MATERIAL FOR THIS EXERCISE:
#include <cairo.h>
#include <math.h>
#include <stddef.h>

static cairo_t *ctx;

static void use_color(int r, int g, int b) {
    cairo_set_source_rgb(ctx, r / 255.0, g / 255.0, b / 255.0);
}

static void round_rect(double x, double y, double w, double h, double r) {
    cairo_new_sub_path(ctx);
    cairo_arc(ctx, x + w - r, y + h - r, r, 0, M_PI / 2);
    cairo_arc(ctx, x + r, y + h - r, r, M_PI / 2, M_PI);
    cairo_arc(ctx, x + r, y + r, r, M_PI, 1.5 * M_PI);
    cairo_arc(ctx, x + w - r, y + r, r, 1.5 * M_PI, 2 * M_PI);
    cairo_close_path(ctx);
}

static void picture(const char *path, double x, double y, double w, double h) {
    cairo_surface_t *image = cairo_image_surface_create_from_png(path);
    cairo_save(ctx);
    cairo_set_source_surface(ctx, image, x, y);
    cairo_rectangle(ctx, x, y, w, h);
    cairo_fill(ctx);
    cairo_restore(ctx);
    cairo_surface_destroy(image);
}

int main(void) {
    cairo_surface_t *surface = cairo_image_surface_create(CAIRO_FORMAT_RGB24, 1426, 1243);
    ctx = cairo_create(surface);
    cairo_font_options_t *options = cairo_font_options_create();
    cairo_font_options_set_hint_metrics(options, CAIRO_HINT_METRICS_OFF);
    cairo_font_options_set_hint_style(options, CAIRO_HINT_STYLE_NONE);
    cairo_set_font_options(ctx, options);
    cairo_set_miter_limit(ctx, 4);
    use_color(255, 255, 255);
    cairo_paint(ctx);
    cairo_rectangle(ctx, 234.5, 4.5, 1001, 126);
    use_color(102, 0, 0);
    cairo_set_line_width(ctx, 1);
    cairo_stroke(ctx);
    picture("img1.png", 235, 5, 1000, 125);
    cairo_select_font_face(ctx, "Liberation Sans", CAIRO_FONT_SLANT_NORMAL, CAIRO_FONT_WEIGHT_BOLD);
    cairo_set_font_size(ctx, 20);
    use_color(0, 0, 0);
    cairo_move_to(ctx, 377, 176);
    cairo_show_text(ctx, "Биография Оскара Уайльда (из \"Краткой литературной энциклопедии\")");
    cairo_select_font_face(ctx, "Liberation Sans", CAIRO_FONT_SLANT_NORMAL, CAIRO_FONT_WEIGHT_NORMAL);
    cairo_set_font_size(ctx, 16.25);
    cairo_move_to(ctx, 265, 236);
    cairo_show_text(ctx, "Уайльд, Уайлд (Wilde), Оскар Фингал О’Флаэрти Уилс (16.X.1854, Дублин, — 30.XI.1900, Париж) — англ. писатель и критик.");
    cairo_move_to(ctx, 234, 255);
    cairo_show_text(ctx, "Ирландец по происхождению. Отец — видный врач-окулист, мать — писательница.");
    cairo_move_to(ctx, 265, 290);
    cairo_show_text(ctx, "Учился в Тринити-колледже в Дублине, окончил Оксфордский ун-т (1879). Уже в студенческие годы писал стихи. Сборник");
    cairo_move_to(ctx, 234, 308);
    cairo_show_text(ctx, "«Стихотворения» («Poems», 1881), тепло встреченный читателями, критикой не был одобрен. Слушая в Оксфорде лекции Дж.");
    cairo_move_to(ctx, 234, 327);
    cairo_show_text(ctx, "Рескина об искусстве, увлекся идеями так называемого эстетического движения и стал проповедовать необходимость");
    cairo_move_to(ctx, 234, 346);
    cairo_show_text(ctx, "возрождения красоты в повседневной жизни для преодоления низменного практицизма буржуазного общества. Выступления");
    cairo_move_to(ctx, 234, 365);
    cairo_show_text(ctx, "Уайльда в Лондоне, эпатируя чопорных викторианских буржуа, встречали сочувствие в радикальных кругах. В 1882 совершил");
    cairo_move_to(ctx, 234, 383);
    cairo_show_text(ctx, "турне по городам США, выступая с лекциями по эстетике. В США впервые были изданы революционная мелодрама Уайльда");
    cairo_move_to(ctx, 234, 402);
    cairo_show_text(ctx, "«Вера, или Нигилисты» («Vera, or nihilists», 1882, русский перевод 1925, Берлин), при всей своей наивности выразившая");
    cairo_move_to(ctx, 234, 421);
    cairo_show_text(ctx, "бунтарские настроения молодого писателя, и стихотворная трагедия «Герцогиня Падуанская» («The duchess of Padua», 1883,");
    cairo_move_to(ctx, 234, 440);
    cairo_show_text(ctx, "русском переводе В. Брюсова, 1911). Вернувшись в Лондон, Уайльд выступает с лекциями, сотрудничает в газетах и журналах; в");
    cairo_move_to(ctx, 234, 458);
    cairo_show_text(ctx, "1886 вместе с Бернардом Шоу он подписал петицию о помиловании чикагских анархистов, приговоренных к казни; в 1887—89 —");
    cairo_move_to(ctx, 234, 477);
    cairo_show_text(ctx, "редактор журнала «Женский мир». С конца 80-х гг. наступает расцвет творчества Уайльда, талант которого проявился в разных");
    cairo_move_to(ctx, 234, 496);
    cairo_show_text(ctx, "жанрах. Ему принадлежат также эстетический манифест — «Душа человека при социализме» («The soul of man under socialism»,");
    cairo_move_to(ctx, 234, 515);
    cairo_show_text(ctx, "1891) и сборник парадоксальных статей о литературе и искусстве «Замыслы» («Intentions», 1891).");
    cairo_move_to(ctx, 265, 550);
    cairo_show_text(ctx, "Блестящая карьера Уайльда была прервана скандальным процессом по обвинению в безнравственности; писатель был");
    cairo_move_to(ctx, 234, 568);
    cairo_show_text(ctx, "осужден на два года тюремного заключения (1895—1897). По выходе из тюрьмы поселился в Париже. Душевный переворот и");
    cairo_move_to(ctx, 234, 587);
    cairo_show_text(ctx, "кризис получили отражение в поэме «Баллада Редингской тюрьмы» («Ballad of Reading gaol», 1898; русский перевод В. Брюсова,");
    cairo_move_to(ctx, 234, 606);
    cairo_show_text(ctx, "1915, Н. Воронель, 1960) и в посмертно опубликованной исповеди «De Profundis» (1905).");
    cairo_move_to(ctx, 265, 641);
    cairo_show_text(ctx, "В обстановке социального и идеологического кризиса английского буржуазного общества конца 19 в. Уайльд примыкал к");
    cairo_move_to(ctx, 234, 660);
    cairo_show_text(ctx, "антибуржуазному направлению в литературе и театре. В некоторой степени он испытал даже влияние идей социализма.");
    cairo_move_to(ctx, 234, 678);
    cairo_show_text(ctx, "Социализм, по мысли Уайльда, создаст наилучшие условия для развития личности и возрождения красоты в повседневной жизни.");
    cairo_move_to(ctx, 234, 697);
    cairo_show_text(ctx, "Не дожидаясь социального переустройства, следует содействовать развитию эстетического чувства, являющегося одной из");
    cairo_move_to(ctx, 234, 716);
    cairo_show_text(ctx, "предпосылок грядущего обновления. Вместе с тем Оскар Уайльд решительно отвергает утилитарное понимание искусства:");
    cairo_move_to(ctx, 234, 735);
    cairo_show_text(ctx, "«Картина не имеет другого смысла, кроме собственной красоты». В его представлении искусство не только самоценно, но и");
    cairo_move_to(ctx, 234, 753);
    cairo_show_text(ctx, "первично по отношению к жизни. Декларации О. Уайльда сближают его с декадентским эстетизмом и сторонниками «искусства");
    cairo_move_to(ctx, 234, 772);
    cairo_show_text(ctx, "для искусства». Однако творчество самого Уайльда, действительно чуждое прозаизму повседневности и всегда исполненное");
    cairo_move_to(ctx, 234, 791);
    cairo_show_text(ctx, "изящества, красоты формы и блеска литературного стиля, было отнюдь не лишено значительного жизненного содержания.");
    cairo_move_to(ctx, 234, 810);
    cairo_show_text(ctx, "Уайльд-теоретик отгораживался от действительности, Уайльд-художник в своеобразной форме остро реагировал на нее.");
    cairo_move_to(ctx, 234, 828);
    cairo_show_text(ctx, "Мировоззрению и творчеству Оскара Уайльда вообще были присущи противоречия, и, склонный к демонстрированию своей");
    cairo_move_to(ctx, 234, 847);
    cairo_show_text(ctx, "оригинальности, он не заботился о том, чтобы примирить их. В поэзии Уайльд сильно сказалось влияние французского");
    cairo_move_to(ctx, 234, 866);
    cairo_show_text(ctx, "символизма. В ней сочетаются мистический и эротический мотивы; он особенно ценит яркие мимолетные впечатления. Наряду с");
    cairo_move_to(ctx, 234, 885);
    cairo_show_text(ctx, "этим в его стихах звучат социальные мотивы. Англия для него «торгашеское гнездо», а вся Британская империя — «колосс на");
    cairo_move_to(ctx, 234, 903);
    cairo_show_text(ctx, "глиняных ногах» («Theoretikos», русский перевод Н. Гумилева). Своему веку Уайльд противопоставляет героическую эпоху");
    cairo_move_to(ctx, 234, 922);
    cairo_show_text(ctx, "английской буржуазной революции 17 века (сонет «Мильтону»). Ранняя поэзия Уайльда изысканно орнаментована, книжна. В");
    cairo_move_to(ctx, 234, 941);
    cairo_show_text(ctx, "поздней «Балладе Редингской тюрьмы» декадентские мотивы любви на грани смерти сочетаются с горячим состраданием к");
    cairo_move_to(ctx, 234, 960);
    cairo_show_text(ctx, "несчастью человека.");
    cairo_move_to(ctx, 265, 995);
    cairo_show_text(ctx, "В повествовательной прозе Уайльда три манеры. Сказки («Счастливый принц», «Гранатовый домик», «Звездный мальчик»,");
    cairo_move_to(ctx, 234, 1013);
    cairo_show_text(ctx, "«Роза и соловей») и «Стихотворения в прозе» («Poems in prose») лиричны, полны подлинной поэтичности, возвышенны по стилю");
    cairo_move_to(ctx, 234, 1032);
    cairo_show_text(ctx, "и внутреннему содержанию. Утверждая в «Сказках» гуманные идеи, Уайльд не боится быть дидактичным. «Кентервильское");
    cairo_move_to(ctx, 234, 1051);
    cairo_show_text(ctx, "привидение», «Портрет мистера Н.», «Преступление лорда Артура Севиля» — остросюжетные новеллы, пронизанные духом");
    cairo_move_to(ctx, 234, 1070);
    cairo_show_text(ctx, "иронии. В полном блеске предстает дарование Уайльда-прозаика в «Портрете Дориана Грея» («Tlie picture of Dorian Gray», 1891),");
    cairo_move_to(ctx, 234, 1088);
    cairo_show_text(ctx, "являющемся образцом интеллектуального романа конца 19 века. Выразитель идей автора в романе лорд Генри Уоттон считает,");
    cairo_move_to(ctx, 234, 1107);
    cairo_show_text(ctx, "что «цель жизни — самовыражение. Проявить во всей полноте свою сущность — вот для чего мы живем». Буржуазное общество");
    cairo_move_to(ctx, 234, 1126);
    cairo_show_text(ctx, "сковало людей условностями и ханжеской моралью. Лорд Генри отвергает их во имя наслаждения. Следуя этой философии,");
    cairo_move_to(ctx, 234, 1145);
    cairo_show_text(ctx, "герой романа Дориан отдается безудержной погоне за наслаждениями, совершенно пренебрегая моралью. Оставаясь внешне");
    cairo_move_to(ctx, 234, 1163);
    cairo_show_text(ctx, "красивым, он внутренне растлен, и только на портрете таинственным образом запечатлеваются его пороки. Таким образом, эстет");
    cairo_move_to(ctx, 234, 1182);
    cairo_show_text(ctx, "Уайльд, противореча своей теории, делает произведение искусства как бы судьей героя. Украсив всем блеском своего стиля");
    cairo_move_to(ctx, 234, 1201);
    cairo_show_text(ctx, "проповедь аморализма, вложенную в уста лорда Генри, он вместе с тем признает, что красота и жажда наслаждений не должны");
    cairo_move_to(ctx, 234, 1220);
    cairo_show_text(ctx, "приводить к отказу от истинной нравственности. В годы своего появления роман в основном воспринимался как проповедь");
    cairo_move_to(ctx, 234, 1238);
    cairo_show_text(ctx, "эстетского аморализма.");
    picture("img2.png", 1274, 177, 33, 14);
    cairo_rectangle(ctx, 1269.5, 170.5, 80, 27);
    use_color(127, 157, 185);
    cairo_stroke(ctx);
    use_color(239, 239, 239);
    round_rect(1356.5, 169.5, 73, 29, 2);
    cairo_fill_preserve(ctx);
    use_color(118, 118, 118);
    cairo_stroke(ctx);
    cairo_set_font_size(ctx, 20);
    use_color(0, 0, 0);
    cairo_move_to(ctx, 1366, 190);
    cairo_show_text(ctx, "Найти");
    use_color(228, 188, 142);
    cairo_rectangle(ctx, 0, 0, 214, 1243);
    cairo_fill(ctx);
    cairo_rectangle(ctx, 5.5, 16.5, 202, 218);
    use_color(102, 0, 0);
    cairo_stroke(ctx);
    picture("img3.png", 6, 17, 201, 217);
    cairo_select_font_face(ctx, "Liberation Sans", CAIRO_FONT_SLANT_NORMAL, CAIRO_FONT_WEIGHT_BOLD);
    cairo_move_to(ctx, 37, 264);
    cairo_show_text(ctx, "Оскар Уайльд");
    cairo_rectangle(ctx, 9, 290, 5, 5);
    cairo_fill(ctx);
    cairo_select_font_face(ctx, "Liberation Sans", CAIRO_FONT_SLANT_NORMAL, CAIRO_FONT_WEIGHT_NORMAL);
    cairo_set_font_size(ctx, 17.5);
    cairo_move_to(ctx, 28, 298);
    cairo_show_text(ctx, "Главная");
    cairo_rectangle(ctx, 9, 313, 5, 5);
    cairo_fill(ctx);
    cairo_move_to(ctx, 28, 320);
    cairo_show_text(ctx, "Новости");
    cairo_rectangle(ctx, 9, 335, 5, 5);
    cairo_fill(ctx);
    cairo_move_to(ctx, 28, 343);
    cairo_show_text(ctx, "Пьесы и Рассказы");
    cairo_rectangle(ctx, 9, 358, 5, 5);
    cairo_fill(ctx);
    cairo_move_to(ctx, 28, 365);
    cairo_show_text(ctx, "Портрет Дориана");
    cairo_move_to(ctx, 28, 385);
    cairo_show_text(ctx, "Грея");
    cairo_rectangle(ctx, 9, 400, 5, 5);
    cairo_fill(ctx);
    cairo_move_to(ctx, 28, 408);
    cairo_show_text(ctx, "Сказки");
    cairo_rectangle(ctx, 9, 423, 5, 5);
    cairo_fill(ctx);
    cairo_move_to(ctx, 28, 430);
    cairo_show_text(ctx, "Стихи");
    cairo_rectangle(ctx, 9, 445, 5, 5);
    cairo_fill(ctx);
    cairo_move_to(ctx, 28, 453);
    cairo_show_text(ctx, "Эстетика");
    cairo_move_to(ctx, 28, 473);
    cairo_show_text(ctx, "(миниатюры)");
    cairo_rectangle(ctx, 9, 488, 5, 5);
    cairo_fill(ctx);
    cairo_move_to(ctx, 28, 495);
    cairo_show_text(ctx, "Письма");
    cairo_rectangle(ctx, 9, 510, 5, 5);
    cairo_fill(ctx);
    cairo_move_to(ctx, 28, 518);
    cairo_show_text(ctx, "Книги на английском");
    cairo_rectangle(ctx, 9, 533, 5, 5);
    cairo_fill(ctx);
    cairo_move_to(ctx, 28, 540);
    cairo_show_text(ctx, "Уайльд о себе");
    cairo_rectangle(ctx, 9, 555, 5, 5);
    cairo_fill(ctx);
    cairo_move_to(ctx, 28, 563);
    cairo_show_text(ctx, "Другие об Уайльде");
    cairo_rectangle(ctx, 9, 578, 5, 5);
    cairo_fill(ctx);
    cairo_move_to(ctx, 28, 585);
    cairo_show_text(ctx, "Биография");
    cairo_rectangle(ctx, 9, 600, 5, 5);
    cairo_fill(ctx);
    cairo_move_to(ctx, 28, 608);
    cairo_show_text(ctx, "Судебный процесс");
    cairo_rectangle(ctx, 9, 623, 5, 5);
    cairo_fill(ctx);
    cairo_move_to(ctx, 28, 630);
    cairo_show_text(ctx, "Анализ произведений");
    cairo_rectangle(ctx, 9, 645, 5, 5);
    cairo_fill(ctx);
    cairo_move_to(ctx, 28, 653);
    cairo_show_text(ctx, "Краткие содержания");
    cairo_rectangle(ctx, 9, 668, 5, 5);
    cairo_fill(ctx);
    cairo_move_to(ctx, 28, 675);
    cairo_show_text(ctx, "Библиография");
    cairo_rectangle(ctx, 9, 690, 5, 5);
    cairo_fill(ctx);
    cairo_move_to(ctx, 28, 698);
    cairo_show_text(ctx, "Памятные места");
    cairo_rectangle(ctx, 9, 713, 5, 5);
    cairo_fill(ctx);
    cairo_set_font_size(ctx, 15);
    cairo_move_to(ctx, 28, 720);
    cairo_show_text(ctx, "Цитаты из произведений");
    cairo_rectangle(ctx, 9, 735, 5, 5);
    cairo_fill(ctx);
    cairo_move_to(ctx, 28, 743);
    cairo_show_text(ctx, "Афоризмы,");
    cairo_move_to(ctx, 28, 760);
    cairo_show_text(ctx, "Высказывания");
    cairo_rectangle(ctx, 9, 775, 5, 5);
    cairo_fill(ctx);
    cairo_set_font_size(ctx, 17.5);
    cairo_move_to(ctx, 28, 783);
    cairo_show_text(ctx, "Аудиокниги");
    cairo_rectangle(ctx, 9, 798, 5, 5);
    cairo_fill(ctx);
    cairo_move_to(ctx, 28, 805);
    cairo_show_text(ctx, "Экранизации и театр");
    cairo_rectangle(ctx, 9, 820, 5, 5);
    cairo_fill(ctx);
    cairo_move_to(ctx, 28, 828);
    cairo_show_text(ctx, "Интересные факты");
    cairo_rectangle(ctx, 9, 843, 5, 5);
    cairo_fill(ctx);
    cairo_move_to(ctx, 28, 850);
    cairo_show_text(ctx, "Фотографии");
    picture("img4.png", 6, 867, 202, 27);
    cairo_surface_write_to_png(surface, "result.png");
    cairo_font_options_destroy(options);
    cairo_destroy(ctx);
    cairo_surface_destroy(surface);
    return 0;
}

HOW TO COMPLETE THIS TASK:
Take every line above where "отвергает" appears and copy it.

SOLUTION TO THIS PROBLEM:
    cairo_show_text(ctx, "предпосылок грядущего обновления. Вместе с тем Оскар Уайльд решительно отвергает утилитарное понимание искусства:");
    cairo_show_text(ctx, "сковало людей условностями и ханжеской моралью. Лорд Генри отвергает их во имя наслаждения. Следуя этой философии,");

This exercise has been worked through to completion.